Mistakes always make themselves known.

This week, doors were teaching me. Well, doors and Curt our painter, who has clearly listened to many more doors than I've listened to over the years. Doors are as a class mostly silent. They speak when taken down off their hinges and also when, hinges reattached, one attempts to hang them again. They speak almost non-stop when being repainted. It must be like a trip to the dentist for them. They have their dings and cavities to explain. They, too, lie about flossing. They recline there just as they are, independent of their explanatory stories. They hold gouges like conservatives hold grudges. Their scrapes and scars speak mountains and seem daunting to anyone attempting a refinishing, a misbegotten term, since nothing associated with HomeMaking ever gets completely done. If it wasn't finished the last time, it cannot qualify for refinishing this round. Let's agree that we're actually seeking a resurfacing such that the door might appear more finished than before, that and a matching color. More finished doesn't demand doneness, just acceptance.

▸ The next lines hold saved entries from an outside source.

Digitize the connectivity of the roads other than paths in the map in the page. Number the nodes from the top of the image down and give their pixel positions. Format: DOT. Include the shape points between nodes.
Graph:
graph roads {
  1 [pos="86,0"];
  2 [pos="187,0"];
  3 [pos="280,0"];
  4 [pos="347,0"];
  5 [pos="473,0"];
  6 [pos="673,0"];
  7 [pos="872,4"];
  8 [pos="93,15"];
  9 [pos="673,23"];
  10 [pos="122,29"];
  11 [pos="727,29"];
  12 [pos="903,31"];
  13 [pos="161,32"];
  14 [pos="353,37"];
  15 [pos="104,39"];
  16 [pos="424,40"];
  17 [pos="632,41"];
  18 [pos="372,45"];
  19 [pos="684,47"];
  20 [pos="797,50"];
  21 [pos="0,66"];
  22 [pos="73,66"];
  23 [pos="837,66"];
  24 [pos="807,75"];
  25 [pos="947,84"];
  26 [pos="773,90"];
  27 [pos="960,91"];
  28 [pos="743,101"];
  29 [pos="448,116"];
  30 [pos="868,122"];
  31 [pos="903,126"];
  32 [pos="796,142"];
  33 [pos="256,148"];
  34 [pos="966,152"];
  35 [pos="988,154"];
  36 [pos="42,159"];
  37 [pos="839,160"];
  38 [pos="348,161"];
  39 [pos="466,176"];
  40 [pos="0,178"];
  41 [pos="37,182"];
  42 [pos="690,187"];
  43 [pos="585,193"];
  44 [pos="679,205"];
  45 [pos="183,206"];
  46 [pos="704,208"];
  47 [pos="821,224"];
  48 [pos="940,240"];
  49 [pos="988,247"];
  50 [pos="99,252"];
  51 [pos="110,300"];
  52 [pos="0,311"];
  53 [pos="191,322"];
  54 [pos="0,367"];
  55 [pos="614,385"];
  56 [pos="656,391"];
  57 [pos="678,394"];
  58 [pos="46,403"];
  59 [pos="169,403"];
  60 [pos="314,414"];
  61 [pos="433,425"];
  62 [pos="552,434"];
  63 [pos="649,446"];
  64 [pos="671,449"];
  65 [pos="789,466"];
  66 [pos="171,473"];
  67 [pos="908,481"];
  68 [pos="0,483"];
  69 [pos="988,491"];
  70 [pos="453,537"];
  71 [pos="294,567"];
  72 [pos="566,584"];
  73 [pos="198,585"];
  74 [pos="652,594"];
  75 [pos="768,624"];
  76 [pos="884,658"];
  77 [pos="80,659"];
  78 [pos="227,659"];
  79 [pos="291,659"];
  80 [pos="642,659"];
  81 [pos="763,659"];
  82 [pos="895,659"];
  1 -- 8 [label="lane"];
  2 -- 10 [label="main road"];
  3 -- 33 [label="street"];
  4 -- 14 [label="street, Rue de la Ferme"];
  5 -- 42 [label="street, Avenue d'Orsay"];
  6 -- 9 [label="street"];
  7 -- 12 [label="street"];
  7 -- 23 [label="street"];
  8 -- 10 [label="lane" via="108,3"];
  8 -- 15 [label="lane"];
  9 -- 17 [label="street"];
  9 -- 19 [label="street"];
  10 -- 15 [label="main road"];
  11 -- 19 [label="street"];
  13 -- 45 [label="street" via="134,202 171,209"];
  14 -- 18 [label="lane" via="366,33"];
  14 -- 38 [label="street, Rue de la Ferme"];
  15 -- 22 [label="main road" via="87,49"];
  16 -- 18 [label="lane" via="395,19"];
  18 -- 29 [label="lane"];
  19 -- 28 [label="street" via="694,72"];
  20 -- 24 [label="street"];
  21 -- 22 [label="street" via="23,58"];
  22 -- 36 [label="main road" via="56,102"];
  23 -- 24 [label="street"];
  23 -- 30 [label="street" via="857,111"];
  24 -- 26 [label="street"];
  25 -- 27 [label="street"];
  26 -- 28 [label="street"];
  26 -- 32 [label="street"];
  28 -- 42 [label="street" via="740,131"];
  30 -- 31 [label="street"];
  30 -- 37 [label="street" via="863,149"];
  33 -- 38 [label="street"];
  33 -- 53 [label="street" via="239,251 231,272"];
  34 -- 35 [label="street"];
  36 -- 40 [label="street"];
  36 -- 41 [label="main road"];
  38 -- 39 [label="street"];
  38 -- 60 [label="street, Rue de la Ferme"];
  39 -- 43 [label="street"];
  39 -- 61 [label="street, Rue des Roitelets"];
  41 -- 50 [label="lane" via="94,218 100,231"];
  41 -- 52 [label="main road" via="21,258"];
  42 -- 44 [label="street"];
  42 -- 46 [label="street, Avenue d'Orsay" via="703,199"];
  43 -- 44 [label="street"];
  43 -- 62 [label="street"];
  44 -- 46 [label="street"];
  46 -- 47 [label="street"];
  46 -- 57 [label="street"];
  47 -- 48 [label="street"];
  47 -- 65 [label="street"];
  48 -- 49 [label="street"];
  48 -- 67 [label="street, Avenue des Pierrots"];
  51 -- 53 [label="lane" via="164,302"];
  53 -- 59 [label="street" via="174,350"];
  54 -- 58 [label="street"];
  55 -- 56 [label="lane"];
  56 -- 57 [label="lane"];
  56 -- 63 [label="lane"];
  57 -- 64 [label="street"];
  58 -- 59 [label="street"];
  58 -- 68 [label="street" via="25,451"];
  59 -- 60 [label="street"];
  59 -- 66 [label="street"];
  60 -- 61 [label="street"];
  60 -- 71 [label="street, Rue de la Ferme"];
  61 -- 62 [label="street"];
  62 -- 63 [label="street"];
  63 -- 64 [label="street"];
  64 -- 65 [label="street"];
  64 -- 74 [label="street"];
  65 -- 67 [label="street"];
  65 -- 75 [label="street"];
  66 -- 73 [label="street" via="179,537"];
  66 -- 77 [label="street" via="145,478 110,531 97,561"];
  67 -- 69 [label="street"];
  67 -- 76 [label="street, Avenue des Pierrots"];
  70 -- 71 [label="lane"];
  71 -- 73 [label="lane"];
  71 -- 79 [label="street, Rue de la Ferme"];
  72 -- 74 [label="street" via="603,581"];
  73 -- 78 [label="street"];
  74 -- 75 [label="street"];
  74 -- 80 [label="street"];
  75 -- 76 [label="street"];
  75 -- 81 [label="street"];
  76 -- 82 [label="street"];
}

I entered my door work a little too full of myself, as if I already knew what only that specific door could ever teach me. I attempted dominion but found complications, unique combinations of the usual dings. I quickly exceeded my experience. Curt reassured me that I could resand and repatch through each successive coat, that the door and the paint could handle that, and that the objective was not perfection, but a rather modest illusion. Painting, he insists, is all about concocting visual tricks intended to convince a viewer than the finish is better than it actually is, or could ever actually be. Using little paint on inside surfaces struck me as subtle wisdom. "The millage doesn't matter inside," Curt opined, "Unless you're painting a high-volume industrial railing. On residential woodwork and walls, no more than just enough for color works best. On doors, even less." I imagined myself a Scrooge, doling out teaspoons of paint. I imagined my brush as more scraper than spreader, intended to leave little evidence that it ever visited, certainly no tell-tale brush marks. The door seemed to whisper a sign when satisfied. I just needed to listen.

Next I'll move on to windows which see everything and say very little. One reads windows without expecting them to confirm suspicions. They'll screech if I hit a tender spot and always remain capable of breaking their glass if not treated with gentle respect. Windows communicate to their more-finisher more by example than through words. They appreciate appreciations and respect. There are no damned windows, for instance, just damned painters. It's best when the respect remains mutual.

Days drag on, punctuated by paint drying breaks and unanticipated runs to Home Despot. To paraphrase Hilaire Belloc's famous works, A trick that everyone abhors in HomeMakers is sloppy doors. The key, it seems, comes from listening and listening as if you really didn't know, whatever you might have convinced yourself you knew before. Slip into that student's chair however small and impractical it might feel, prepared, if you can, to learn something amazing. It will be well worth whatever humility you invest. Later, once the place gets put back together again better than it ever was, that door might smirk when some visitor praises your work. I sign my name on the bottom of the ones I've finished just as if I was some famous artist or something, rather than a humble student still, eternally, learning his trade.